Created by Aisen Caro Chacin, the Scent Rhythm watch is a wrist-mounted timepiece that emits unique aromas at different times of the day, allowing you to not just tell the passage of time, but to smell it.
Chacin is a hardware designer at The New School. Her watch doesn't give you a precise time, but rather a general "feel" of time, thanks to the release of perfume vials mapped to six-hour periods of the day. And the fragrances that the Sense Rhythm releases aren't just randomly plucked from the olfactory tapestries around us. According to Chacin, the Scent Rhythm is an attempt to build a wearable device that hacks into our sense of time, called chronoception, which is influenced by the interaction of our cerebral cortexes, cerebellums, and basal ganglia. As such, the smells the Scent Rhythm emits at different times of day have been specifically picked to amplify our own circadian rhythms, which help govern our sleep and waking cycles.
In the mornings, the Sense Rhythm releases the smell of espresso and caffeine to perk us up.
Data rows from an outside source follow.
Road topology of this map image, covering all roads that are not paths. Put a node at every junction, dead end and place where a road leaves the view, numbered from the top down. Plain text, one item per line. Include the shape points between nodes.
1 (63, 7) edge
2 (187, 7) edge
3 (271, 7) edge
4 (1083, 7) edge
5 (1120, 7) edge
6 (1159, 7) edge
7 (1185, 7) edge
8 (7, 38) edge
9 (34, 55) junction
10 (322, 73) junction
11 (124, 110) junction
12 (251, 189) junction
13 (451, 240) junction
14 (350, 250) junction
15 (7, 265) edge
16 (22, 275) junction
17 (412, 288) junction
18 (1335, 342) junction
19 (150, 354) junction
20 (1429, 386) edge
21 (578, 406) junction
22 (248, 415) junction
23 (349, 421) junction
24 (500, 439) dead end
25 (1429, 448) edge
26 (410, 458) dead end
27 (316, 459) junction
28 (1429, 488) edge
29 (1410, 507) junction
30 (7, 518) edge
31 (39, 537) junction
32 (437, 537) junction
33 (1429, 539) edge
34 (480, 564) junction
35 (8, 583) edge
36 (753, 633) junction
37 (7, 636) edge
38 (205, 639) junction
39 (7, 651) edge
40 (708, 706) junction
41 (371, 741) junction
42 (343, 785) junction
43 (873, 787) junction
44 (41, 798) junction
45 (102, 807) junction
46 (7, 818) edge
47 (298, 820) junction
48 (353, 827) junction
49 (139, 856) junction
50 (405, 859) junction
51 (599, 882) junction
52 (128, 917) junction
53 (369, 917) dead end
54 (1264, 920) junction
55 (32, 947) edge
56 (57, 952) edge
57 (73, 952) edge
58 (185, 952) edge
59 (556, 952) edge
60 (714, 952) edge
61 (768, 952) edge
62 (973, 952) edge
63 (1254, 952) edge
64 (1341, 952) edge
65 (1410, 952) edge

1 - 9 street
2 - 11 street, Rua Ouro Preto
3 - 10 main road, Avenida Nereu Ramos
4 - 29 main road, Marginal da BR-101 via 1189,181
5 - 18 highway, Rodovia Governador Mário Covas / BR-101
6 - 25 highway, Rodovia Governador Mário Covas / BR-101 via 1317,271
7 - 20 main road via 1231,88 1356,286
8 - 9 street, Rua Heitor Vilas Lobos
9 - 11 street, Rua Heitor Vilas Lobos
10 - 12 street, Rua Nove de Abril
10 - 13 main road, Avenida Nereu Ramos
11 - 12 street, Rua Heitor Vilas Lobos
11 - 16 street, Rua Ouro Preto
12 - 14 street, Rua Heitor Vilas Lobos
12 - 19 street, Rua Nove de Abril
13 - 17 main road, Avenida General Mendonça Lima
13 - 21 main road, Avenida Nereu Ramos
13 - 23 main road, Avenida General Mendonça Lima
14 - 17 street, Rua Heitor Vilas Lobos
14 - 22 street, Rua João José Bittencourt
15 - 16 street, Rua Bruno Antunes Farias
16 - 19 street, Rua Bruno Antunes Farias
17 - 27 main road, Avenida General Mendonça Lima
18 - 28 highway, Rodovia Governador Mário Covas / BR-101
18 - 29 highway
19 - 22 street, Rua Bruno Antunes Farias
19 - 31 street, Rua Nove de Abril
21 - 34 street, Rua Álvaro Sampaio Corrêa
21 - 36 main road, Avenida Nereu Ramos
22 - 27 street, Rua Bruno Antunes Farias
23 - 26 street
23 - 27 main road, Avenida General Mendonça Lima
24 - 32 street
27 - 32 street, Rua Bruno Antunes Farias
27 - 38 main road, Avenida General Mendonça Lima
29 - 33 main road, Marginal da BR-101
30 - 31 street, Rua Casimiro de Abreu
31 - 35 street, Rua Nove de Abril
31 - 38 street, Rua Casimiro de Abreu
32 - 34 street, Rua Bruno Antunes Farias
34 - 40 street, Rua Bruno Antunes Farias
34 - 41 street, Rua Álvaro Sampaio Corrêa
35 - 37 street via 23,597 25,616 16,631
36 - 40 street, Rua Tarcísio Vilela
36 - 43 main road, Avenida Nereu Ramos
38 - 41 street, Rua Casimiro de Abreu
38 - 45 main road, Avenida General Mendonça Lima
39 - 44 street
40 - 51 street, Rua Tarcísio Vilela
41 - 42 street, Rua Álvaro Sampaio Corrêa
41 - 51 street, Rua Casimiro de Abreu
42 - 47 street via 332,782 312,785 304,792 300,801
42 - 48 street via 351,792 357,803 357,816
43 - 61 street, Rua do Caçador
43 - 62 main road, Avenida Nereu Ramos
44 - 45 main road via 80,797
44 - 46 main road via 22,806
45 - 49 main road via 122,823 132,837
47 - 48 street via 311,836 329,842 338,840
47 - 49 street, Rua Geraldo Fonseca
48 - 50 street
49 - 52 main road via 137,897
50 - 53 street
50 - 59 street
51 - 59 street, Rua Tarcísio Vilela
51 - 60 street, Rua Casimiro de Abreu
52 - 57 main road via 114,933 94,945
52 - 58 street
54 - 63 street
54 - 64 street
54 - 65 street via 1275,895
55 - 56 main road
When you go to work, the Scent Rhythm emits the fragrances of the library: paperback books, and tarnished silver. In the evenings, the Scent Rhythm helps you kick back, like Sherlock Holmes, with whiskey and tobacco; as you go to bed, chamomile helps lull you to sleep.
The Scent Rhythm is a one-off project, but if you have the skills, you can actually build one for yourself using schematics available on Chacin's site.
It's part of her Sensory Pathways series, a project that aims to experiment with sensory substitution. The series also includes a spoon that triggers synesthesia through the tongue and a pair of headphones that give you the echolocation abilities of a bat. You can read her project's thesis here.
Forget Google Glass, Chacin's making the wearable devices I want.